Radiation Therapy is a standard and crucial treatment in properly “addressing” a large nasal area cancer. Radiation kills cancer cells when they try to divide, and works by damaging the DNA within the cancer cells. It also damages DNA within surrounding normal cells, but these normal cells can usually repair the damage-- whereas cancerous cells cannot. The effects of radiation therapy will continue after the treatments are completed, and tumors will often shrink over months following radiation therapy. Persistance of a “stable mass” or a “shrinking mass” in the nose after treatment does not automatically mean residual cancer, for it may just be scar tissue-- but a “growing mass” after any therapy is worrisome, and must be explored.
Radiation Therapy has been used for eight decades for many cancer, including those of the nasal cavity. In fact, radiation is quite successful in treatment of nasal area cancers, and is the treatment of choice for most of them. Radiation may be given alone, or be added to surgery ("adjuvant therapy"). It may be combined with chemotherapy, or all three methods of surgery, radiation, and chemotherapy can be offered together ("multimodality therapy"). Radiation is prescribed by a "Radiation Oncologist", who is a cancer doctor specializing in it's administration. It can be given in several forms, most commonly a series of "External Beam" treatments with photons and/or electrons. The other less common way is giving “Brachytherapy”, which means a temporary implant of actual radioactive source(s) into the nasal area. Both methods can be used, the first for wide coverage of the area, and the second for “boosting up the dose” to the actual tumor site (while minimizing it to normal tissues).
The first step is to be seen in “consultation” by the radiation oncologist, the patient getting external beam treatment is scheduled for "simulation". During simulation, the patient is placed on a replica treatment machine, and the area to be treated is marked out. Instead of placing marks on the patients skin, a "mask" is made for head and neck cancers, and the marks designating the treatment area are placed on the mask. X-rays are taken to confirm positioning. A simulation normally takes about one hour. Information from the simulation, along with other scans, is fed into a "treatment planning computer" and a "plan" is generated. This plan tells how much radiation is going to the cancer, and how much to local normal tissues. Special lead-type "blocks", which fit into the head of the treatment machine, determine the shape of the radiation field administered. The patient then returns to the department for their "treatment start", which takes about 45 minutes. They lay upon a hard table in a shielded room, and are aligned with laser lights shone upon the marks on the mask.

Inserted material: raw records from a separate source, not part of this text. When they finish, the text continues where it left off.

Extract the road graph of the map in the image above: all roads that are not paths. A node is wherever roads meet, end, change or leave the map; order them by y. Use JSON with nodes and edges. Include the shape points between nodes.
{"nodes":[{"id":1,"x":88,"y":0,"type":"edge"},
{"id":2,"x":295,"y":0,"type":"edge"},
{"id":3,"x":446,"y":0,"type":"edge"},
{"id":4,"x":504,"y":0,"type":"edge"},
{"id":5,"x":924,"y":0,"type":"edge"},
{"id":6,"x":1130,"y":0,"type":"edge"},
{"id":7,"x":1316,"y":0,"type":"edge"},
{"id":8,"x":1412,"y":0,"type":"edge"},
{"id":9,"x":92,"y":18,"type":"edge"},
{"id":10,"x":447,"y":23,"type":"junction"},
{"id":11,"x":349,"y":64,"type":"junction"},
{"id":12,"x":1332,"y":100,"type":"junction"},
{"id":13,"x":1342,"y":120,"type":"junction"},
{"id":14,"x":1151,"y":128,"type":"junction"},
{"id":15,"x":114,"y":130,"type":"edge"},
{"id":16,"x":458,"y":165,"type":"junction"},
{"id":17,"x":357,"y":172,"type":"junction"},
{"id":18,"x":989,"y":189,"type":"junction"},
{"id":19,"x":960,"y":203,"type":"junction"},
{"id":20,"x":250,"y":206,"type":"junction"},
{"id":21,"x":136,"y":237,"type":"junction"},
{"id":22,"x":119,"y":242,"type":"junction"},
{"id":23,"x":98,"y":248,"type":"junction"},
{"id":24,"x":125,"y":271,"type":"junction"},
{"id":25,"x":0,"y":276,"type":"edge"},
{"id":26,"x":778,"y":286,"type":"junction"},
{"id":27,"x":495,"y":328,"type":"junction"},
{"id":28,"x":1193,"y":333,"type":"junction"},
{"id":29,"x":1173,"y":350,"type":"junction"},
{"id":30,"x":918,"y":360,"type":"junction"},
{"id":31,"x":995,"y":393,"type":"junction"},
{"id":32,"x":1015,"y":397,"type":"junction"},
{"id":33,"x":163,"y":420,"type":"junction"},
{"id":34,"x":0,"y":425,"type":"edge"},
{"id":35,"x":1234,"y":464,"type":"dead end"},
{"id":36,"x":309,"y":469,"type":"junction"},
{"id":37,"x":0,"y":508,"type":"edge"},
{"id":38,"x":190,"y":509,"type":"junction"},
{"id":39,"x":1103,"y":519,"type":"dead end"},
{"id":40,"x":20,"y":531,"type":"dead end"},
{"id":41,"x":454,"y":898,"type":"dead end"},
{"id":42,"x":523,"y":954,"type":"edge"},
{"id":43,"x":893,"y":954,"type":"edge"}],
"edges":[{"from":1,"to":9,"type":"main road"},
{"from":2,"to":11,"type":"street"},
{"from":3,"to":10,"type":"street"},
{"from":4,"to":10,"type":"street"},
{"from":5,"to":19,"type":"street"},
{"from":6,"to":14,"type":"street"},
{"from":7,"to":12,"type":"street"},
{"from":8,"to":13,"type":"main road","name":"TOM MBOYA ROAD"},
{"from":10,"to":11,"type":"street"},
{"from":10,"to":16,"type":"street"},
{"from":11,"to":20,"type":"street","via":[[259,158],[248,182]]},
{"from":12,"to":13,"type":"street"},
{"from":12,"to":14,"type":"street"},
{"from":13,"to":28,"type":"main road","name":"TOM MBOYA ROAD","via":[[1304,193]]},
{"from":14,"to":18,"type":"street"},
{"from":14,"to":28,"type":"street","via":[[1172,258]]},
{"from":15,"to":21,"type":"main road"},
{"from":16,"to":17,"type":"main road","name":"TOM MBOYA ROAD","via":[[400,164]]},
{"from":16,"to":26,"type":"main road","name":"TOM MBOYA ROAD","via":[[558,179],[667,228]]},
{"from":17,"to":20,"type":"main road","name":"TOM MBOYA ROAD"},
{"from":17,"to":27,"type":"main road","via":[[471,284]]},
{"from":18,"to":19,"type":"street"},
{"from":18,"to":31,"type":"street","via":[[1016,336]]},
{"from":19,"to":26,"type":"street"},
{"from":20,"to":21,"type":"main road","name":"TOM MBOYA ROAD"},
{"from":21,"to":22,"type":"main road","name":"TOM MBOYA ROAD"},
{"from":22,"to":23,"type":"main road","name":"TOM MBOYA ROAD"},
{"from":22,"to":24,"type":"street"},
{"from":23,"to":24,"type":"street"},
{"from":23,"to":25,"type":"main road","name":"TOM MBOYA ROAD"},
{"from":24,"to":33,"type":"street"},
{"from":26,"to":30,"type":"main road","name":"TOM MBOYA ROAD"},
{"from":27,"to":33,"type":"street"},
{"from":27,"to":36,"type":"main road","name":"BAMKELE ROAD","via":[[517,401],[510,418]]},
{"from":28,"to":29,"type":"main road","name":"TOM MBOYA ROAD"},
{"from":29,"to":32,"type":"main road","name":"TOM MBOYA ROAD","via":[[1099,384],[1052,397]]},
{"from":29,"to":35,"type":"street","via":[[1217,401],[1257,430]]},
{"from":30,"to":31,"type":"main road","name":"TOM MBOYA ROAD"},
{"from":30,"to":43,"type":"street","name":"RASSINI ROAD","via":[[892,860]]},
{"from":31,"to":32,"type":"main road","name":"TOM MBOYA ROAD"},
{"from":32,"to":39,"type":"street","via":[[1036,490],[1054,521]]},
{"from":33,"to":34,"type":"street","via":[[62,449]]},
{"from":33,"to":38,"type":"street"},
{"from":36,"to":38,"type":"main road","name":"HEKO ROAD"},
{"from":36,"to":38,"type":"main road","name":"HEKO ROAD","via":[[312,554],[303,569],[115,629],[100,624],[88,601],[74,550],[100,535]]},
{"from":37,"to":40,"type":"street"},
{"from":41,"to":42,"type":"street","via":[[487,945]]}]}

The actual machine which delivers photons or electrons is called a "Linear Accelerator" or Linac for short; occasionally Cobalt-60 machines are still used. The head of the machine pivots around the patient, so they stay perfectly still during the treatment, even as the radiation is delivered from various angles.
The actual treatment only takes several minutes per day, and is usually given from Monday through Friday for 6 or 7 weeks. The usual dose is 60 to 75 Gray (units of radiation) to the actual tumor, with less to surrounding tissues. this is given in "fractions" of about 2 Gray per treatment, accounting for the 7 or so weeks of total therapy. For head and neck cancers, a combination of photons and electrons is often utilized. Photons will penetrate very deep, and tend to spare the skin, while electrons give shallower dose to "boost" up the dose to the more superficial tissues. the "plan" from the simulation helps determine the optimal mixture of photon and electron dose. If a treatment day is missed, it is simply tacked onto the end so that the same total prescribed dose is given. The actual treatment is given by "radiation therapy technologists", or R.T.T.'s, who are supervised by the physician. A “radiation physicist” (with a Master’s or Doctorate in Physics) checks over the treatment plan as a safety measure.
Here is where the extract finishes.